There is evidence tending to show that complainant was acting in his negotiations with Wright for the benefit of the defendant, and he did not hesitate to admit, on all occasions, that it was so, but the question comes up, was it in pursuance of the agreement of March 20, 1854 ? That agreement is of a very definite and limited character, and embraces only the business of the defendant. This arrangement with Wright was not the defendant’s business, nor did he have any interest in it. He had utterly failed to make any arrangement with Wright for the purchase of any part of the property, and it was not until he had failed, that the complainant’s skill and ingenuity suggested a way by which he could get an interest in the lands, which if he did obtain, he would convey to defendant. But was he to assign the benefit of his contract with Wright for nothing? Was he to pay out his labor, time and intellect in establishing Wright’s title, for one-tenth of the whole, and of great value, worth twenty or thirty thousand dollars, and *512bestow it upon the defendant for no consideration whatever ? This does not seem reasonable, and while it is admitted he was negotiating for the defendant’s benefit, it is inadmissible that he was doing so gratuitously, or under any contract. The services rendered Wright do not come under the stipulations of any contract to labor for the defendant.

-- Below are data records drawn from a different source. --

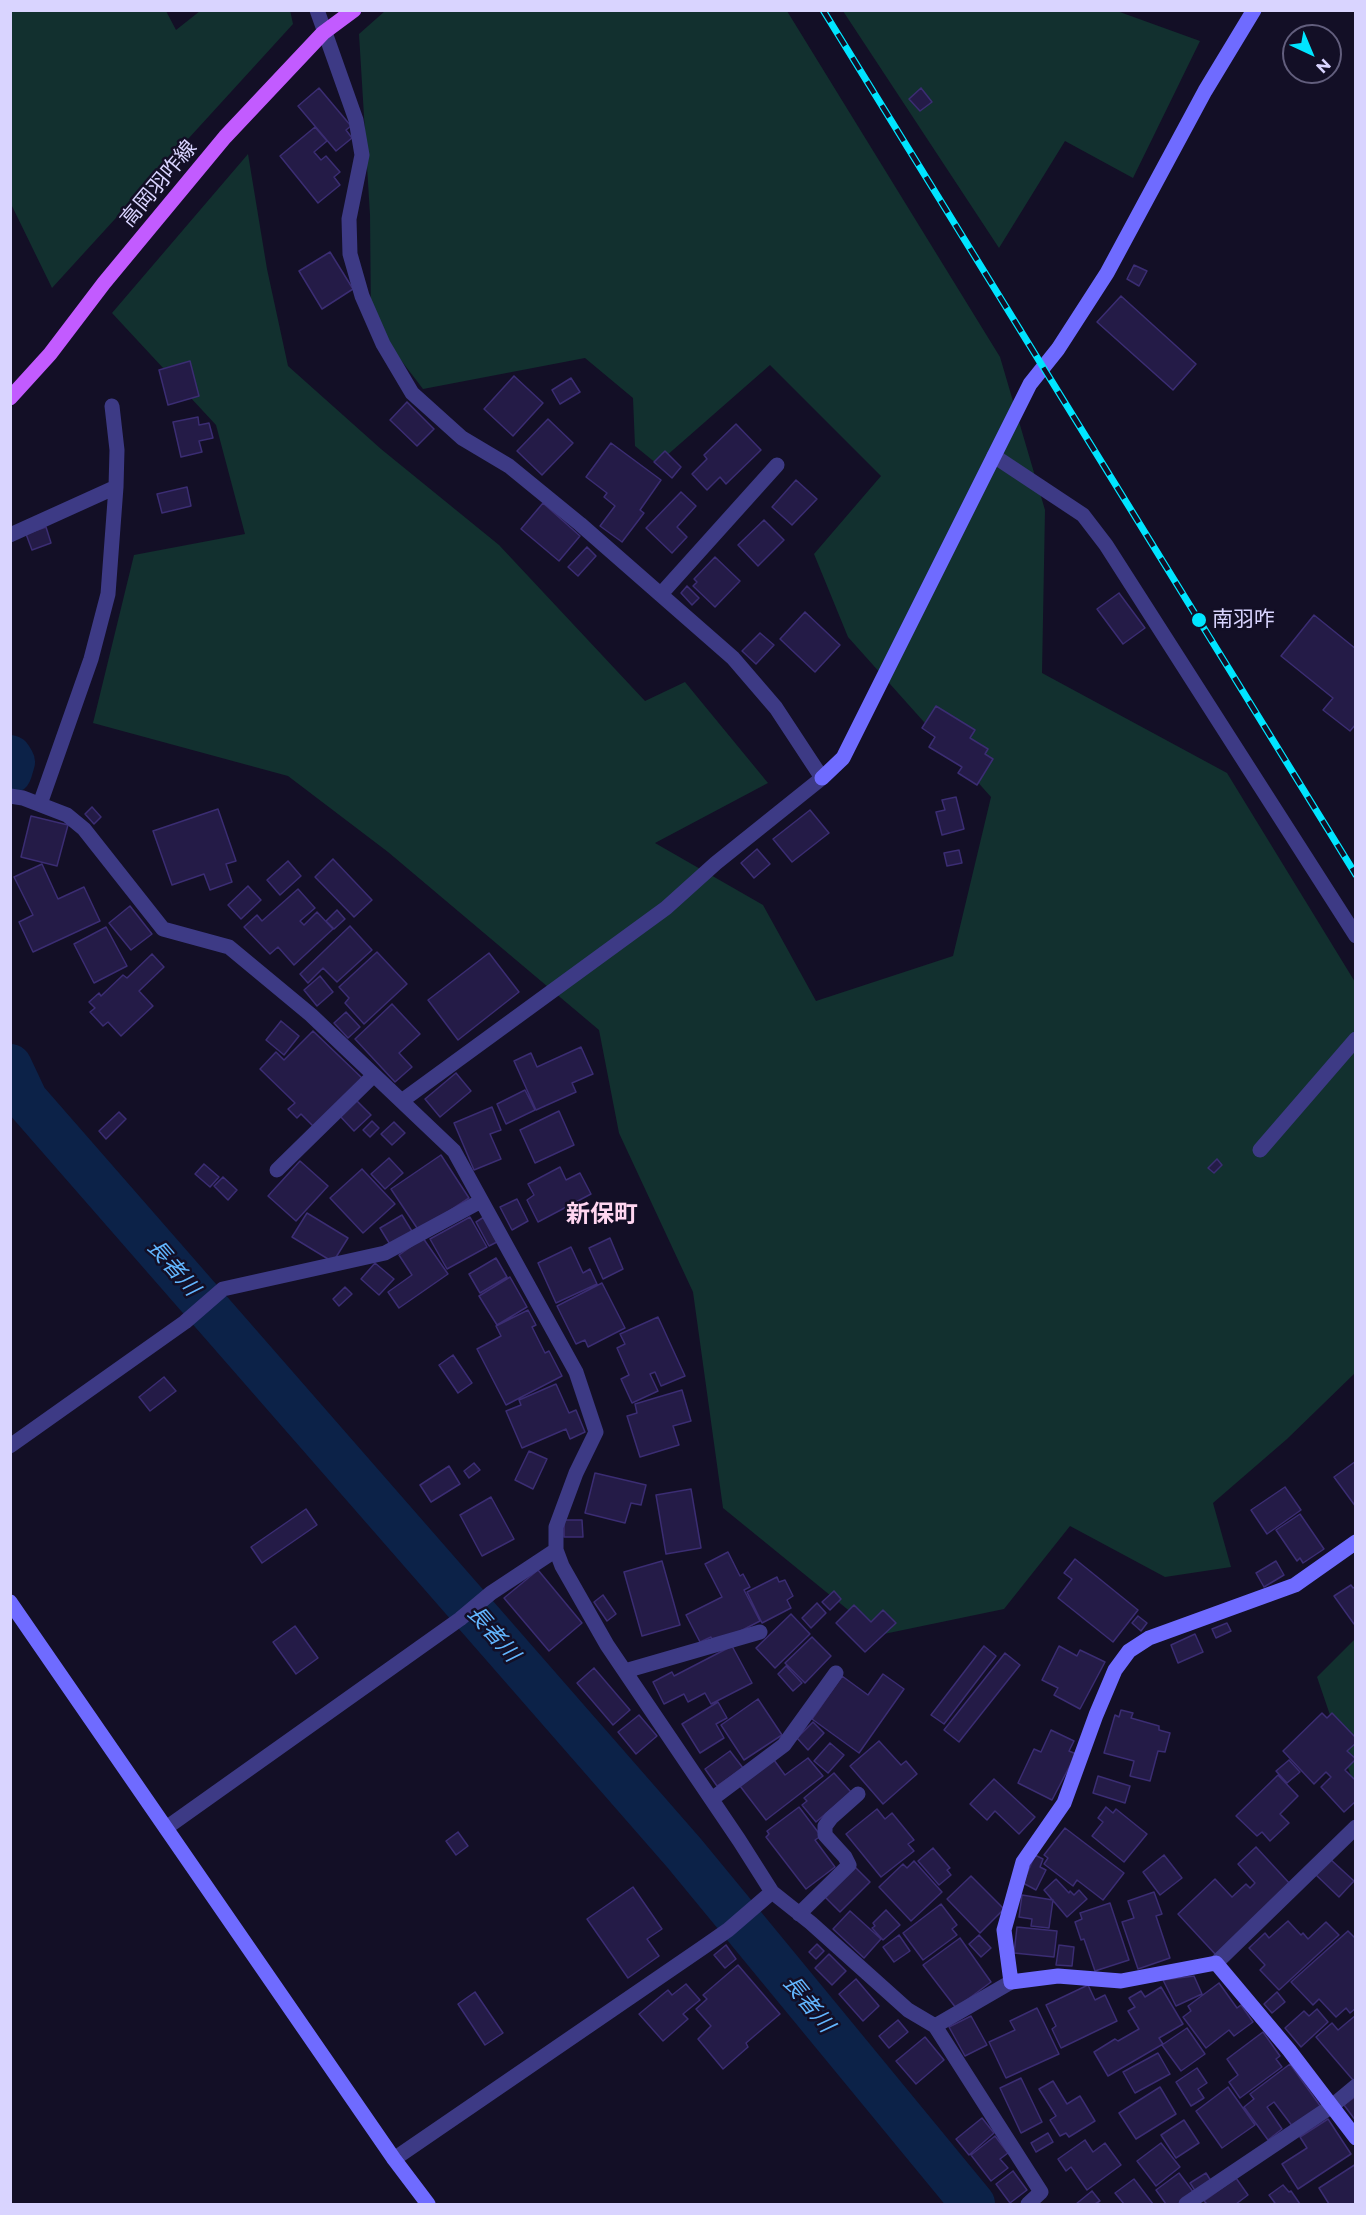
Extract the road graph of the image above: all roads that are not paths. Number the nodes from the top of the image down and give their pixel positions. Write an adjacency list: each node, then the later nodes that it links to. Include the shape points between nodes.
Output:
1 (317, 10): 4 (street)
2 (354, 10): 4 (main road, 高岡羽咋線)
3 (1254, 10): 7 (street, via 1205,91 1107,273 1058,349 1030,384)
4 (323, 33): 5 (main road, 高岡羽咋線, via 225,137); 11 (street, via 356,120 362,155 349,219 350,254 366,306 412,393 462,438 509,466)
5 (10, 398)
6 (112, 406): 9 (street)
7 (994, 456): 12 (street, via 843,758); 15 (street, via 1083,515 1106,545)
8 (777, 465): 11 (street)
9 (116, 487): 10 (street); 14 (street, via 108,594 91,659)
10 (10, 535)
11 (661, 594): 12 (street, via 733,658 776,708)
12 (822, 778): 18 (street, via 666,908)
13 (17, 797): 14 (street)
14 (40, 804): 17 (street, via 68,815 84,829 163,929 229,947 311,1015)
15 (1356, 936)
16 (1356, 1040): 19 (street)
17 (374, 1075): 18 (street); 20 (street)
18 (403, 1100): 21 (street, via 454,1151)
19 (1260, 1150)
20 (277, 1170)
21 (481, 1201): 22 (street, via 385,1253 223,1289 185,1322); 24 (street, via 576,1372 596,1432 556,1527)
22 (10, 1446)
23 (1356, 1542): 36 (street, via 1295,1585 1149,1638 1129,1651 1115,1670 1064,1803 1023,1862 1004,1930)
24 (556, 1550): 27 (street); 32 (street)
25 (10, 1602): 32 (street)
26 (760, 1632): 27 (street)
27 (625, 1671): 30 (street)
28 (836, 1673): 30 (street, via 784,1745)
29 (858, 1794): 34 (street, via 825,1827 825,1835 849,1865)
30 (712, 1799): 33 (street)
31 (1356, 1827): 35 (street)
32 (166, 1828): 41 (street)
33 (772, 1892): 34 (street); 41 (street, via 728,1930)
34 (799, 1914): 37 (street, via 908,2010)
35 (1216, 1963): 36 (street, via 1121,1981 1058,1976); 39 (street)
36 (1011, 1982): 37 (street)
37 (936, 2026): 43 (street, via 1041,2192)
38 (1356, 2086): 39 (street)
39 (1332, 2106): 40 (street); 44 (street)
40 (1356, 2138)
41 (394, 2159): 42 (street)
42 (428, 2205)
43 (1028, 2205)
44 (1186, 2205)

There is proof of some agreement between these parties as to the terms on which complainant was to assign the agreement made with Wright to complainant. Defendant did not deny there was to be a partnership formed. He did not deny he was to pay complainant’s debts, he only insisted that such purchases as he might make of Wright, particularly, were not to be entered in the agreement. There is no proof to show that at this time any purchase of Wright was contemplated. The defendant had failed, long before, to make any purchase of Wright. The assignment purports to have been for the consideration of one thousand dollars. The defendant received the assignment so written, and it must be understood, in the absence of all proof on the point, that that was the price agreed upon by the parties at the time, and the defendant ought to show that he has paid that consideration. The bill prays to cancel the assignment, and for general relief. We cannot, under the proof, allow the special prayer, but we can, under the general prayer, decree that the defendant pay to complainant the sum of one thousand dollars, being the amount of the consideration expressed in the assignment of Wright’s contract with complainant, with interest from the date of the assignment, and that execution issue therefor; and this we do decree.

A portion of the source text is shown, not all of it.